═══ Data for processing
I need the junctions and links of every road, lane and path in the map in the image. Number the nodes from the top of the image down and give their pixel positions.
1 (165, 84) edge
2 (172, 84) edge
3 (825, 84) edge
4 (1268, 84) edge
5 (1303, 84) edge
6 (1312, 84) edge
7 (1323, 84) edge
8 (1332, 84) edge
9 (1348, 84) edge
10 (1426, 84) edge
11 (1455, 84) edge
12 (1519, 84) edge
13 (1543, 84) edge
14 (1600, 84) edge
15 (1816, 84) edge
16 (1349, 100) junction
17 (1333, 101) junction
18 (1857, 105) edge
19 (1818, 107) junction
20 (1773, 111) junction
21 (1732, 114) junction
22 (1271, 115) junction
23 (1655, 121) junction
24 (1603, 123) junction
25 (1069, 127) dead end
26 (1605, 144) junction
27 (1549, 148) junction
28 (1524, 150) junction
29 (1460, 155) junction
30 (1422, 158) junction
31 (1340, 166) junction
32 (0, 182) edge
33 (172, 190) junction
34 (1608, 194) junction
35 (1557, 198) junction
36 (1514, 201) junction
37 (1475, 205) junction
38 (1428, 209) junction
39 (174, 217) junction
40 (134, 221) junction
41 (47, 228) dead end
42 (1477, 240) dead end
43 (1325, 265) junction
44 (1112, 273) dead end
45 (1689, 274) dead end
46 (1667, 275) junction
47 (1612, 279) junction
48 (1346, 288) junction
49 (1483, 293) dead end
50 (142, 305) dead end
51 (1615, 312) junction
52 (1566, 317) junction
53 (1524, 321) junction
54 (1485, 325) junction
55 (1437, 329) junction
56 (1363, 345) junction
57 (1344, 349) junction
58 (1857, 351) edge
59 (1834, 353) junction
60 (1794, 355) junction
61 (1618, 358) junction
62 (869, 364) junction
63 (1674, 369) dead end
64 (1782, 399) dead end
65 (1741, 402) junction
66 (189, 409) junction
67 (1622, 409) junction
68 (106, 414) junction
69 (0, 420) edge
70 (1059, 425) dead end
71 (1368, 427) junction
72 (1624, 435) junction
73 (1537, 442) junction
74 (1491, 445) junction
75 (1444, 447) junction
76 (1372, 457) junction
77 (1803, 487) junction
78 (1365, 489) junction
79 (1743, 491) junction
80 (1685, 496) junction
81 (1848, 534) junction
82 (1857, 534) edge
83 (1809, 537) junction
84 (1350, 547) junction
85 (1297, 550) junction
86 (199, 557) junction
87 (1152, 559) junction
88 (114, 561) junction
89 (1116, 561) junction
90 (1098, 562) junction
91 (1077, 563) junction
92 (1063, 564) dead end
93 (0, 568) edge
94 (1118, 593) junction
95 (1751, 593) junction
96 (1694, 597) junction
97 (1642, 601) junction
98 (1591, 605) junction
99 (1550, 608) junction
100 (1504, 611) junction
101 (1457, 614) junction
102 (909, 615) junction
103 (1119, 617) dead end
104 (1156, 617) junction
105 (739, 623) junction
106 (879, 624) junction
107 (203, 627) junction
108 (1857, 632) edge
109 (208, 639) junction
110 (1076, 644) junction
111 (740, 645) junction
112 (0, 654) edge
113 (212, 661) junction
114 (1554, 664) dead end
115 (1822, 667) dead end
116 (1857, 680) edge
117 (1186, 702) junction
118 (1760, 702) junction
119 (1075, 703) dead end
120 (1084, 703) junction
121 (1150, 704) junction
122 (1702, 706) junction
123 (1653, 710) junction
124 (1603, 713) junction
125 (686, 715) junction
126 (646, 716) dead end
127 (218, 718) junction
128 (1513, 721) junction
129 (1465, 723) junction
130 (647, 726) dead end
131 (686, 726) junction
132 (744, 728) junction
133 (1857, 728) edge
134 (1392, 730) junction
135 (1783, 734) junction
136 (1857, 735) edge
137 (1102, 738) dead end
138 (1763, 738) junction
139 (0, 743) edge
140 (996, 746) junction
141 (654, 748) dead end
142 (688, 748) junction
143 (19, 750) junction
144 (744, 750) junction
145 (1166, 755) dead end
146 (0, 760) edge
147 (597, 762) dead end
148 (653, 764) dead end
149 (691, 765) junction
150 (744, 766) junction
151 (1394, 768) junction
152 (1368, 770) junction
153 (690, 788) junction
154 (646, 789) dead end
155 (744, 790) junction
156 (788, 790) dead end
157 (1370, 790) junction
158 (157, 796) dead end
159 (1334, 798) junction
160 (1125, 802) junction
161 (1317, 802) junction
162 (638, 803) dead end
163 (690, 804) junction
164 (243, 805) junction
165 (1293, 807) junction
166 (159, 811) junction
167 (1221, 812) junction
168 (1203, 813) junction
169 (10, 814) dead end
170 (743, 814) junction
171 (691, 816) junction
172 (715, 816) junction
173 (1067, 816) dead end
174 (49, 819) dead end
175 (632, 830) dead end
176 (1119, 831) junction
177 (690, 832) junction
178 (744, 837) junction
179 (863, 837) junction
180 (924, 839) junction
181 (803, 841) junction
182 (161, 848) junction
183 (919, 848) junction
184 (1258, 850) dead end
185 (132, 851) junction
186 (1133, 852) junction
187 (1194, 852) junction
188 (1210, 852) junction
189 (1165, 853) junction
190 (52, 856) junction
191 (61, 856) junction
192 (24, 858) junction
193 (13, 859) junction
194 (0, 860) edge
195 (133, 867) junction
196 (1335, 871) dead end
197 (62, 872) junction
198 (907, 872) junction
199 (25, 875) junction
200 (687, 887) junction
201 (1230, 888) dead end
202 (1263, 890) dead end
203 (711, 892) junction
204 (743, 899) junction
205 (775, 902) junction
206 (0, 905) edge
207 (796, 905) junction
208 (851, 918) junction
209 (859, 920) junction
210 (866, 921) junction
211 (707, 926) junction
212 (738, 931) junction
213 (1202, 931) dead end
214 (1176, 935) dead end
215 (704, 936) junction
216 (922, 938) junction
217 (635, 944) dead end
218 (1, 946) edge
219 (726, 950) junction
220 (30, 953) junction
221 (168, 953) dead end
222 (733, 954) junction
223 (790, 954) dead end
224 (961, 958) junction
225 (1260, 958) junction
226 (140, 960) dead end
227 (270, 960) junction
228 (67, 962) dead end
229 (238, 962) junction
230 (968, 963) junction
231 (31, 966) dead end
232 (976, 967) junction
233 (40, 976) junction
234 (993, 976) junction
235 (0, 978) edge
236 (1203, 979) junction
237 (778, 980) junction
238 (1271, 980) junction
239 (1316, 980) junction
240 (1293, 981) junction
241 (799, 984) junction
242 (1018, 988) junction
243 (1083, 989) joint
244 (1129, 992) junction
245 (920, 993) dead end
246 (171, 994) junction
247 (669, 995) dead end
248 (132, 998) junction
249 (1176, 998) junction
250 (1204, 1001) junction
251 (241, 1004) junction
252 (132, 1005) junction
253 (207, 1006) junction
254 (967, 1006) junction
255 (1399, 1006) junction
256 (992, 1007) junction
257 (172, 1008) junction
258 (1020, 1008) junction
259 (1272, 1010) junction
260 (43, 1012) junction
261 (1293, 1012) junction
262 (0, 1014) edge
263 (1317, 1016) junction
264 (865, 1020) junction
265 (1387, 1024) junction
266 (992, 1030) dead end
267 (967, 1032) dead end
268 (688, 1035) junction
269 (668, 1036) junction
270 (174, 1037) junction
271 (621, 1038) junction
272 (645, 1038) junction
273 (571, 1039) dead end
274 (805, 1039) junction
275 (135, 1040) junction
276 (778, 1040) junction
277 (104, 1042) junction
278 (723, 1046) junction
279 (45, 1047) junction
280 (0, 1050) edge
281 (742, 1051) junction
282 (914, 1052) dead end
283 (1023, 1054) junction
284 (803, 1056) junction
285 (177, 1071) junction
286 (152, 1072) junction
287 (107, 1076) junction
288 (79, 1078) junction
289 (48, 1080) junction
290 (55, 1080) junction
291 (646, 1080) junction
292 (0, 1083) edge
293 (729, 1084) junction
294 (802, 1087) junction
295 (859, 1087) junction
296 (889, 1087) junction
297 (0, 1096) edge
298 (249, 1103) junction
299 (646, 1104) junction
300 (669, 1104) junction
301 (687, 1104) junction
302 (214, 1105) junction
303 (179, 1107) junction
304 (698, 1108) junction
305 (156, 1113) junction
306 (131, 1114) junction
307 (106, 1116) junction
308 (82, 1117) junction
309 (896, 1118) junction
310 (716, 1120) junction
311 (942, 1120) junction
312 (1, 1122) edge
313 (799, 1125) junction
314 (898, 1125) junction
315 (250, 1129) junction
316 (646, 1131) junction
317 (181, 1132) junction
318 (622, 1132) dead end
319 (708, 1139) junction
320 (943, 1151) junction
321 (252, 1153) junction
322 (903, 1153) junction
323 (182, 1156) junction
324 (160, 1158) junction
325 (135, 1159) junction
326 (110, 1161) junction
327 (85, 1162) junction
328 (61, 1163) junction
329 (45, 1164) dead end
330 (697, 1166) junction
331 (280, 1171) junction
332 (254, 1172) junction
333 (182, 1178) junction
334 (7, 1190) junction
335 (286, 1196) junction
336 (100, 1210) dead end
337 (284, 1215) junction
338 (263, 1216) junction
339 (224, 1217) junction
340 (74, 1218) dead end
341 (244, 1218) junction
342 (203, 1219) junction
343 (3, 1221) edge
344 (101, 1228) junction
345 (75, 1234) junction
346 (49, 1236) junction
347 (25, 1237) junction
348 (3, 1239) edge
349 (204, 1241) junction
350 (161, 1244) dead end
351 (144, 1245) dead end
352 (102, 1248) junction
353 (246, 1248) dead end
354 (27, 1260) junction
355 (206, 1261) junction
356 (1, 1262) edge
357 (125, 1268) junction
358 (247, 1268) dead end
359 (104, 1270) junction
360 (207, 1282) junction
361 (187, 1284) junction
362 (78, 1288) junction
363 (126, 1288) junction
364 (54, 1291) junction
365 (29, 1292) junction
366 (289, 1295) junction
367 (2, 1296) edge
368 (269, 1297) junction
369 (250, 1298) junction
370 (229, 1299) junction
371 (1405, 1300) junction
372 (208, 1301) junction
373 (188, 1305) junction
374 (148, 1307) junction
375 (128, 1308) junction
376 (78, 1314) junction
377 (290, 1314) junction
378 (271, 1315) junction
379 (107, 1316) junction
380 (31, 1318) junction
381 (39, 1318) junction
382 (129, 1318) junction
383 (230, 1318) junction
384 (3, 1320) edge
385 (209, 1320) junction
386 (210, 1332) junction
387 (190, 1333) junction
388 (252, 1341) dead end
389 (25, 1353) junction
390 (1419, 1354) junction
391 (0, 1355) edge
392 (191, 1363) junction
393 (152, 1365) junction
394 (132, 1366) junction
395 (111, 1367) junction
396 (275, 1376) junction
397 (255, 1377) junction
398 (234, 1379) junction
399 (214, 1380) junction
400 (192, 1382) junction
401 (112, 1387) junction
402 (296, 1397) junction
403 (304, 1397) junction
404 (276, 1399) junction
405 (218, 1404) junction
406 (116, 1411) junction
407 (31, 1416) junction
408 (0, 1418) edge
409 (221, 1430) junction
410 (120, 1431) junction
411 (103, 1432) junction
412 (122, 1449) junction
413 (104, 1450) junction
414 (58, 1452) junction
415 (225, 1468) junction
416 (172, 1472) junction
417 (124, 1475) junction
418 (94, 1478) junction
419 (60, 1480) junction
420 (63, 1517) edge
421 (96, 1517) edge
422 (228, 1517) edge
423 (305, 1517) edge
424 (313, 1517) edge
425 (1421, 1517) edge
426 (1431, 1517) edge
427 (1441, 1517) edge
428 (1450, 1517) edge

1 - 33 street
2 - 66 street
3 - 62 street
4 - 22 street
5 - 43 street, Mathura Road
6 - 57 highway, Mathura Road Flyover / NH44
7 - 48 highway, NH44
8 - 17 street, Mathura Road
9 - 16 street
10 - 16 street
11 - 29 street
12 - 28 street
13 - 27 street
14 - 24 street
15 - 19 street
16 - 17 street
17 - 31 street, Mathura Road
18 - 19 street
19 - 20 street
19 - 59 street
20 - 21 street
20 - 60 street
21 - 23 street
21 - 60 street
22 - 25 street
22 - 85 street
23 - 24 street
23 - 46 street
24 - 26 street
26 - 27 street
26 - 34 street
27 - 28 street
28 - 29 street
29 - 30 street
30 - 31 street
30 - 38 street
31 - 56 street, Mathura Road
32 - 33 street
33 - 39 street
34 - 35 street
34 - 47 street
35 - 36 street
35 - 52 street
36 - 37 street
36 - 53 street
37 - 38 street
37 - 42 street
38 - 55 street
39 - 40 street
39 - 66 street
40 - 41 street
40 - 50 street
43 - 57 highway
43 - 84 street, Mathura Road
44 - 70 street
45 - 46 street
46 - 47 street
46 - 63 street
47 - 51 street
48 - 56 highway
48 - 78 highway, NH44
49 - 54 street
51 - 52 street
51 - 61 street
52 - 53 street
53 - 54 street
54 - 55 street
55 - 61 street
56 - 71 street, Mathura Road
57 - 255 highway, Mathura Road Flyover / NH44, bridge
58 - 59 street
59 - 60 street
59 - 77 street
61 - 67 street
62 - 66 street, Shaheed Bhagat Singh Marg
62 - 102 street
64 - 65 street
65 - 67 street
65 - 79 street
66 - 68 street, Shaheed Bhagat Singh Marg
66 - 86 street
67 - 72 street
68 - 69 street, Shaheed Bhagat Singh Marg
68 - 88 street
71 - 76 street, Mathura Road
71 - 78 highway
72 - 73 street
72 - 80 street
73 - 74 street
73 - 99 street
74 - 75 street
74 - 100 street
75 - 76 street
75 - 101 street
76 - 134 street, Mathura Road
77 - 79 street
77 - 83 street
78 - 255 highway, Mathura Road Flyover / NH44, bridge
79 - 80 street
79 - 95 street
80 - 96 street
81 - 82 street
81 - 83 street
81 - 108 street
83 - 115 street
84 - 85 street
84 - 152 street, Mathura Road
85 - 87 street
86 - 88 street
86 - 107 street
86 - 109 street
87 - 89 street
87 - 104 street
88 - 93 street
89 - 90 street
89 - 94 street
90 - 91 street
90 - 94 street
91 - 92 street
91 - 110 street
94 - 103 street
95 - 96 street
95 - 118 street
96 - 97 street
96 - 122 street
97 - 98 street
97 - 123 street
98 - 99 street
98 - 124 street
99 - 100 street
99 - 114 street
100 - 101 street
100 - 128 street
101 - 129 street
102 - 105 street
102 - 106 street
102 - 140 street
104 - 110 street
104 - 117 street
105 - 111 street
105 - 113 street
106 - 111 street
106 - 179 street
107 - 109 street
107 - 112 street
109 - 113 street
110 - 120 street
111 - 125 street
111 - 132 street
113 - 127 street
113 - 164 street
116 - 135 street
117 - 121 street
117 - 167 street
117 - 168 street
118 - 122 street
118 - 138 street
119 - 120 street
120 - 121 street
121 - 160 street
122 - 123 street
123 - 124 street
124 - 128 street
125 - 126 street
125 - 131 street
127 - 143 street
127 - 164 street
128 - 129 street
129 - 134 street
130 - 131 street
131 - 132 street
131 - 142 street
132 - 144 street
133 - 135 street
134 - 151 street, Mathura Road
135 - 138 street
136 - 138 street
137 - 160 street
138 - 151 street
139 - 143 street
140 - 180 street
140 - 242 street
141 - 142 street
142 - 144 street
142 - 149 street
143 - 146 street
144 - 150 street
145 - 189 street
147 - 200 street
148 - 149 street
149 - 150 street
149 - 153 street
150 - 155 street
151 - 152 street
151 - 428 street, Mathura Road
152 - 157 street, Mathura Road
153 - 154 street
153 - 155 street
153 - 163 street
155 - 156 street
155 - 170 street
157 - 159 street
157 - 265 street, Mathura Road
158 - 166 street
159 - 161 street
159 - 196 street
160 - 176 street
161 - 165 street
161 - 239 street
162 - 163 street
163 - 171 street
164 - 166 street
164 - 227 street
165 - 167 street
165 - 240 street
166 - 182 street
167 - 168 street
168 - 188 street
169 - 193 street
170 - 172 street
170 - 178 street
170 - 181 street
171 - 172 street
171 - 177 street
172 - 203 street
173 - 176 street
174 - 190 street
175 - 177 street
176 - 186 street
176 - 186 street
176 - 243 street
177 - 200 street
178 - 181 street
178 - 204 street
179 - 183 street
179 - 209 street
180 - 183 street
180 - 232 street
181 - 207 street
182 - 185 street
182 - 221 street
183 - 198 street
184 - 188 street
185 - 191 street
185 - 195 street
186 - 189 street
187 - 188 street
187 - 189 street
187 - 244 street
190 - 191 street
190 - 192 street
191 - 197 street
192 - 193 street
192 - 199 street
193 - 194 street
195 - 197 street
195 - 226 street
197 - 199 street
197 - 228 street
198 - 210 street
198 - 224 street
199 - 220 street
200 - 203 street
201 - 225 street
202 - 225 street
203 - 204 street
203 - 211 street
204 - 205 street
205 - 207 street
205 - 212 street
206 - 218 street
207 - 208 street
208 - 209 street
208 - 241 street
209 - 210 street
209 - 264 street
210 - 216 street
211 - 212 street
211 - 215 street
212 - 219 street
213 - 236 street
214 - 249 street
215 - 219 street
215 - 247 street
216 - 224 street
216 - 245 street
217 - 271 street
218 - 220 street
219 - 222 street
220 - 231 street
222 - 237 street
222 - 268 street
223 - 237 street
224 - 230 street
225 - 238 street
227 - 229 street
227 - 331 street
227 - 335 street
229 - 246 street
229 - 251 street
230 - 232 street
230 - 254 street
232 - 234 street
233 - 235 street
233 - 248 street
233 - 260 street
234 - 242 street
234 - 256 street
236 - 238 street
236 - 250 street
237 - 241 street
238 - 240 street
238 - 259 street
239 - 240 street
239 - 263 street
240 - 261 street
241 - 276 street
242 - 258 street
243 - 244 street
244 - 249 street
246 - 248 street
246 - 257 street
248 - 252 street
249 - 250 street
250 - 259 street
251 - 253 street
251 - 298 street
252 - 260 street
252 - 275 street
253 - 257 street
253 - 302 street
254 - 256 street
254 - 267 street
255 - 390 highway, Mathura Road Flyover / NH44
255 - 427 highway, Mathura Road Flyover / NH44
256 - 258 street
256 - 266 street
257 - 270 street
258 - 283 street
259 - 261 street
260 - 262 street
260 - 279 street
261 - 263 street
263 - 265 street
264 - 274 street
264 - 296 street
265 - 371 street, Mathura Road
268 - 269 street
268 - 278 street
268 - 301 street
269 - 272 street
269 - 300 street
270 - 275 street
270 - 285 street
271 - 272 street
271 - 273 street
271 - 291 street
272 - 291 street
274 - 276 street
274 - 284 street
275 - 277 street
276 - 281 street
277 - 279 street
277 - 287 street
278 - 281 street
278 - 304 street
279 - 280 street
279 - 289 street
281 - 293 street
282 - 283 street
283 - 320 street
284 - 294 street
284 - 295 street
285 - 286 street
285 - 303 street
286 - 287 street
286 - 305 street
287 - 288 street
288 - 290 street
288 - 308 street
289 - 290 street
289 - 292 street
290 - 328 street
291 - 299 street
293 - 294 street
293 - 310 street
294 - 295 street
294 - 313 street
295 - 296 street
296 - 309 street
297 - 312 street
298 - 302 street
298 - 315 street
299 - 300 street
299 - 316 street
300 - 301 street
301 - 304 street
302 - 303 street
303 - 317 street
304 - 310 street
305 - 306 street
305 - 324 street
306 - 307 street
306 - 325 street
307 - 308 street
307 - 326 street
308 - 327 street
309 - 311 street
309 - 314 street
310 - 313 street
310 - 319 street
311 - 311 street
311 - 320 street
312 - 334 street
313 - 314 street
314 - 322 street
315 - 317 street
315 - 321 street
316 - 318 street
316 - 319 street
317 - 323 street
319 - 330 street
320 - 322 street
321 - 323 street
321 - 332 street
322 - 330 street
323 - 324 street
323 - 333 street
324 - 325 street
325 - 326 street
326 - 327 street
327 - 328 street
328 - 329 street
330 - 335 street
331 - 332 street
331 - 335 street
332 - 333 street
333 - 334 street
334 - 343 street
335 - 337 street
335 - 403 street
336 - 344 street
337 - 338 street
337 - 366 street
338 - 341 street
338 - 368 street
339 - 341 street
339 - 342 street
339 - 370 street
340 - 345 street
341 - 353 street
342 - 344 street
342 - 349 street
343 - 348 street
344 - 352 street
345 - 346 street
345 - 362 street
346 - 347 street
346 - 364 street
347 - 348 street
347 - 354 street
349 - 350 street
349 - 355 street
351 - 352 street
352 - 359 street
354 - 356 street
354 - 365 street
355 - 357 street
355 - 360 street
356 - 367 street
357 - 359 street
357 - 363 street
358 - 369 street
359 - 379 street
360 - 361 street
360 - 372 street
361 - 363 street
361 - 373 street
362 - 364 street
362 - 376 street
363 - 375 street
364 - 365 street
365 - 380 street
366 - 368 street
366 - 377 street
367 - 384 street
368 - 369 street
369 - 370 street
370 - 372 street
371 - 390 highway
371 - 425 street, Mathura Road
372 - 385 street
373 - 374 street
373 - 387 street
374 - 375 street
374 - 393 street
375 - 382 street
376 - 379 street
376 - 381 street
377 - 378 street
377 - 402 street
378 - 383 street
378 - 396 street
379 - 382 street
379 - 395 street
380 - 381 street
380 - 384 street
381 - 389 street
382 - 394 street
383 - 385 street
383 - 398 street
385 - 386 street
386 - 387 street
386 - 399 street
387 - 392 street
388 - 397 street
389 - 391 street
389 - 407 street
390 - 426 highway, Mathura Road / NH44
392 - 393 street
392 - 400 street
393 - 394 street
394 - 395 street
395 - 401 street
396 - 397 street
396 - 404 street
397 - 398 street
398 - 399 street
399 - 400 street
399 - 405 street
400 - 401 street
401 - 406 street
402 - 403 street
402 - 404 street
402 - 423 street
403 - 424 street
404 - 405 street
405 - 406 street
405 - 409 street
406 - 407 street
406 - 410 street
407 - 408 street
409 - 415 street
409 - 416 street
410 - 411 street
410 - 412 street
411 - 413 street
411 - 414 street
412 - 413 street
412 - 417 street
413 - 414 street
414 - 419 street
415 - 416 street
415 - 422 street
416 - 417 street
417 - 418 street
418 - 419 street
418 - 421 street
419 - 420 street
══════
■ Work order
For every line in the listing above that mentions the word "Singh", make a copy.

■ Task solution
62 - 66 street, Shaheed Bhagat Singh Marg
66 - 68 street, Shaheed Bhagat Singh Marg
68 - 69 street, Shaheed Bhagat Singh Marg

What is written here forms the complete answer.